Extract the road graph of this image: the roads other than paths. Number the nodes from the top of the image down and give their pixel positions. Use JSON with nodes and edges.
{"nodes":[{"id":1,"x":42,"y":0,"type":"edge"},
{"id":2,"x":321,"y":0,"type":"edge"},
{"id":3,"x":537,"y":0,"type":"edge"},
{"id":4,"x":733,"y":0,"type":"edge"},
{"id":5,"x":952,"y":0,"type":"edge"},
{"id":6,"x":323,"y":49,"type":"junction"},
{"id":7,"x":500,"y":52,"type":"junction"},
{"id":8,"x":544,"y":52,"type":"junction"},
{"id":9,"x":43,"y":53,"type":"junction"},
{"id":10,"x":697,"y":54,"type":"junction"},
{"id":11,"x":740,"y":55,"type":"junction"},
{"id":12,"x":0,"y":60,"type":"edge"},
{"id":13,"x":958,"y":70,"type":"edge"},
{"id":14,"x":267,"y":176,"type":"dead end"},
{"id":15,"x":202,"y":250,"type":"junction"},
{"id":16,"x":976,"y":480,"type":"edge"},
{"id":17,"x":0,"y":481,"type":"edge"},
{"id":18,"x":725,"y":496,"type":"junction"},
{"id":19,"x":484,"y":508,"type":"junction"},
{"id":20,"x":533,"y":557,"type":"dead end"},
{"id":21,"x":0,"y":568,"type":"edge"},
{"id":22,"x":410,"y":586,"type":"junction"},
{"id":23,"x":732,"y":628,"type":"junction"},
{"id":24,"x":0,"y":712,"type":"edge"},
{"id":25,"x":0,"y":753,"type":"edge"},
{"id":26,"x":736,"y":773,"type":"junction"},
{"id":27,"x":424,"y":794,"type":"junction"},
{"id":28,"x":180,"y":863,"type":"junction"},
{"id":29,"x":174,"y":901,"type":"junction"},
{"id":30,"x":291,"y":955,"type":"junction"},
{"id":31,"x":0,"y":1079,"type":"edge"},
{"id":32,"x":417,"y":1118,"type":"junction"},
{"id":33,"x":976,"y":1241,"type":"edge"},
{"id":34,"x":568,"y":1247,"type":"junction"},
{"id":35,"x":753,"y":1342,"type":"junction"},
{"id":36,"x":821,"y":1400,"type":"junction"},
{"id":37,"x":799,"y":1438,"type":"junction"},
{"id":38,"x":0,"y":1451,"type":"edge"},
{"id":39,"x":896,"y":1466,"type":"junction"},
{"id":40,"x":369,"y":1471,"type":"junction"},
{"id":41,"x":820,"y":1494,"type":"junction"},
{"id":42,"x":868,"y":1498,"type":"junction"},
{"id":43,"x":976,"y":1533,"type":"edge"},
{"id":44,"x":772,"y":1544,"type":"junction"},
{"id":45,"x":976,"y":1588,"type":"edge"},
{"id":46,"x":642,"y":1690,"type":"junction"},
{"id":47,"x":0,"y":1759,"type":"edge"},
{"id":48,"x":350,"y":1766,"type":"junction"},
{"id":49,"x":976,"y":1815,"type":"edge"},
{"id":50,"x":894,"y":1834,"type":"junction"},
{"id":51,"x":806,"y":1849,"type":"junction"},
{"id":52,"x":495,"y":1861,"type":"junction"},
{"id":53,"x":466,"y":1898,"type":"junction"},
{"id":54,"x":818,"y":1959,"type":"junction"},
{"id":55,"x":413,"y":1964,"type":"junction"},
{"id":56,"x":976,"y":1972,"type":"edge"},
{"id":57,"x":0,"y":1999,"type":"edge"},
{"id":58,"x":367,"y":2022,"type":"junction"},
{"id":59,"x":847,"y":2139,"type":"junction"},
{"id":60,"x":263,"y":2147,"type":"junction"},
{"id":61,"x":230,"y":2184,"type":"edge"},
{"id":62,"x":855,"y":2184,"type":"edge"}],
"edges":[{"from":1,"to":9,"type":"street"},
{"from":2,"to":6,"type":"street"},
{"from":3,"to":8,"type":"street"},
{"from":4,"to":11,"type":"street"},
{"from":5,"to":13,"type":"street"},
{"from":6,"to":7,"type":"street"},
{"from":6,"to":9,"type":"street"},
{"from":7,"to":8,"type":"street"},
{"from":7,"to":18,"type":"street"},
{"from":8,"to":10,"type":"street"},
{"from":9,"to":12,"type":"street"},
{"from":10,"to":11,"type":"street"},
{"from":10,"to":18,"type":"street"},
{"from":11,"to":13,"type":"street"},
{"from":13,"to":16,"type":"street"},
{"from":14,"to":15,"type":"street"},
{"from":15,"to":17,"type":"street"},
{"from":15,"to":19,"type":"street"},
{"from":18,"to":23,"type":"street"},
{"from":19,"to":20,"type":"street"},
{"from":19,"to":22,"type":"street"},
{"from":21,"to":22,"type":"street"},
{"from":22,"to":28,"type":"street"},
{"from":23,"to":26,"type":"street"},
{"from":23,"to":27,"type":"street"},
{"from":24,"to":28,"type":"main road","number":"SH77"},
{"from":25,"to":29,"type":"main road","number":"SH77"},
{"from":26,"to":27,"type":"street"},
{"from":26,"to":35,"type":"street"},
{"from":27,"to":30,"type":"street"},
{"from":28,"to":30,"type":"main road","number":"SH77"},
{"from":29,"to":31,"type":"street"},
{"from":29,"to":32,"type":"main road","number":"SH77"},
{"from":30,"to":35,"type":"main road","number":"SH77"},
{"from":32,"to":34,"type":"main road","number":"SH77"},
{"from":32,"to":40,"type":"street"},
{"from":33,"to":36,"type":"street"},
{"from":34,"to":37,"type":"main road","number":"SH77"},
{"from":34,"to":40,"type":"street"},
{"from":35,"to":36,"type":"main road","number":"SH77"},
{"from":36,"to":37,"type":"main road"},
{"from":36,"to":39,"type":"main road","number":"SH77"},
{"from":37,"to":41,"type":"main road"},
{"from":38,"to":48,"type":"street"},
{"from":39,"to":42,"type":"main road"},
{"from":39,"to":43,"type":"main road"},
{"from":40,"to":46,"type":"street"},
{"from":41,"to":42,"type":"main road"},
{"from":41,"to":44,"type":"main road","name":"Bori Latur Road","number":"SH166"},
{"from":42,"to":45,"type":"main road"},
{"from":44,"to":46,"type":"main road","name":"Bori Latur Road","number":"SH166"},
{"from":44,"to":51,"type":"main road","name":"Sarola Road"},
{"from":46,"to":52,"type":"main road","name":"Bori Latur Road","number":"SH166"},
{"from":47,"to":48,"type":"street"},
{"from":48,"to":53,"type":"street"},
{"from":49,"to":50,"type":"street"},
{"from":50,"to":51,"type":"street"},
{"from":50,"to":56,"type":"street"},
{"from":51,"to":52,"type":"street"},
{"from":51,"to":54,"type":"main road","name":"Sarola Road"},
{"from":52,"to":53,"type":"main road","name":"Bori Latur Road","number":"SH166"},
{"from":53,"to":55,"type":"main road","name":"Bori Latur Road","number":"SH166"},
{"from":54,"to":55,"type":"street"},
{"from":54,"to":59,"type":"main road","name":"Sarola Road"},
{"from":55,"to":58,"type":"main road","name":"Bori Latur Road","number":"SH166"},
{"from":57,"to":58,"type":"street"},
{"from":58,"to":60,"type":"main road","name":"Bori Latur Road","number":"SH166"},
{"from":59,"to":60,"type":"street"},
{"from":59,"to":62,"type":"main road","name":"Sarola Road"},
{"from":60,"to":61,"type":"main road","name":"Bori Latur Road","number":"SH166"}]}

********

• _PROBLEM STATEMENT_
Your answer should be a single number: the count of lines in the entries that hold the string "Bori".

• _TASK RESPONSE_
8